Search code examples
sqlamazon-athenaprestotrino

Create json object from several columns programmatically in presto/trino/aws athena


I have a source table which have 300 columns and the number of columns might grow so I'm trying to construct a query where I want to insert into target table only a few columns and the other data must be merged in json object in a specific column.

For example source table looks like this:

column_a | column_b | column_c | column_d | several_other_columns....
---------------------------------------------------------------------
value_a  | value_b    | value_c    | value_d    | several_other_values......

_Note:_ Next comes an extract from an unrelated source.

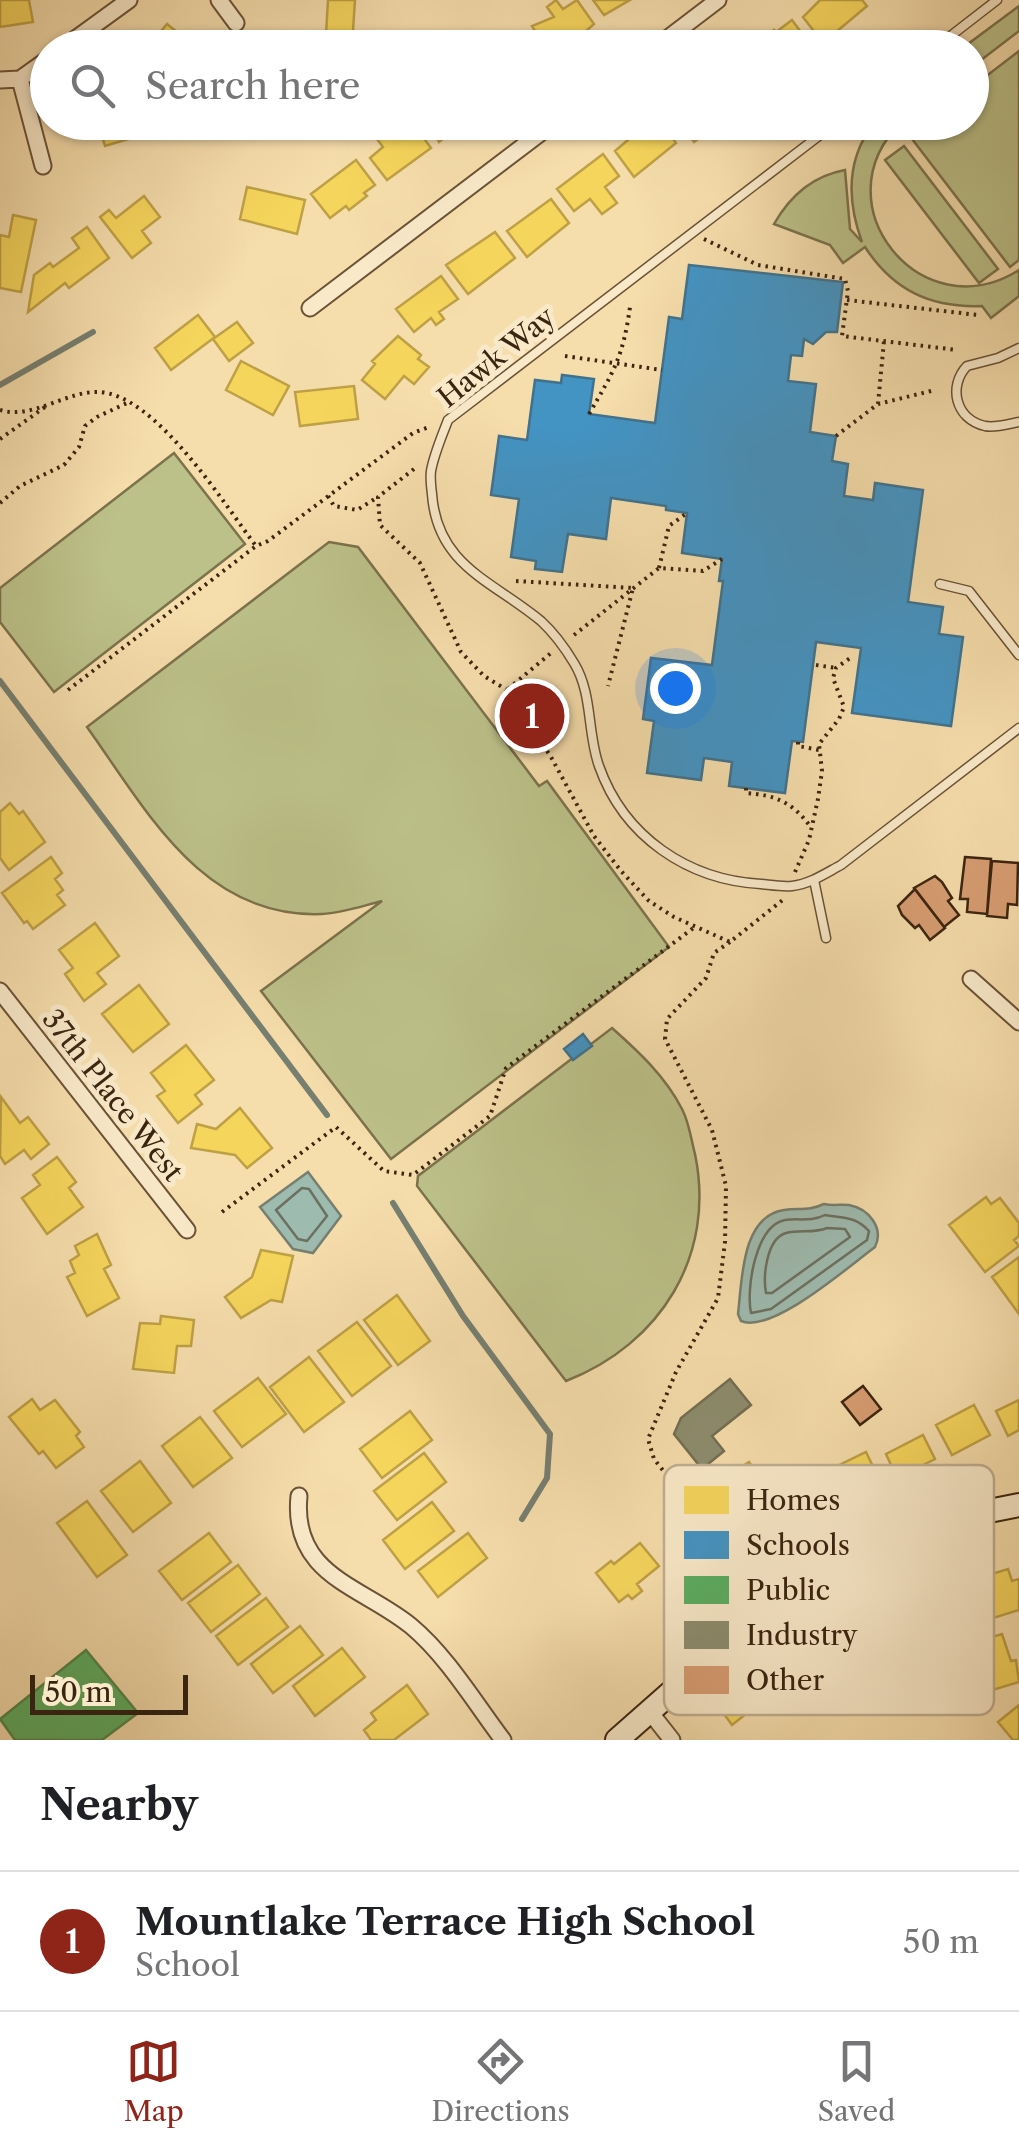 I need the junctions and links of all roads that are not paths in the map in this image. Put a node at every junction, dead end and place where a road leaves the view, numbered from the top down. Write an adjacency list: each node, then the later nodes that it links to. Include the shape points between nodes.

And the target table should look like this:

column_a  | all_other_columns_combined_in_a_json
-------------------------------------------------
value_a   | {column_b: value_b, column_c: value_c, column_d: value_d, ........}

I can pick columns from information_schema like this:

select column_name
from information_schema.columns
where table_schema = 'source_db'
and table_name = 'source_table'
and column_name not in ('column_a')

but I do not understand how to pass those values into json_object() function

How can I achieve this if possible?


Solution

  • AFAIK Presto/Trino does not support dynamic SQL generation and execution, so currently the only option is to use "outside" scripting. When facing similar task some time ago I've ended up with AWS Lambda which fetched list of columns from information_schema.columns, generated needed SQL and executed corresponding query.

    Possibly something could be done via AWS user defined function but have not tried those.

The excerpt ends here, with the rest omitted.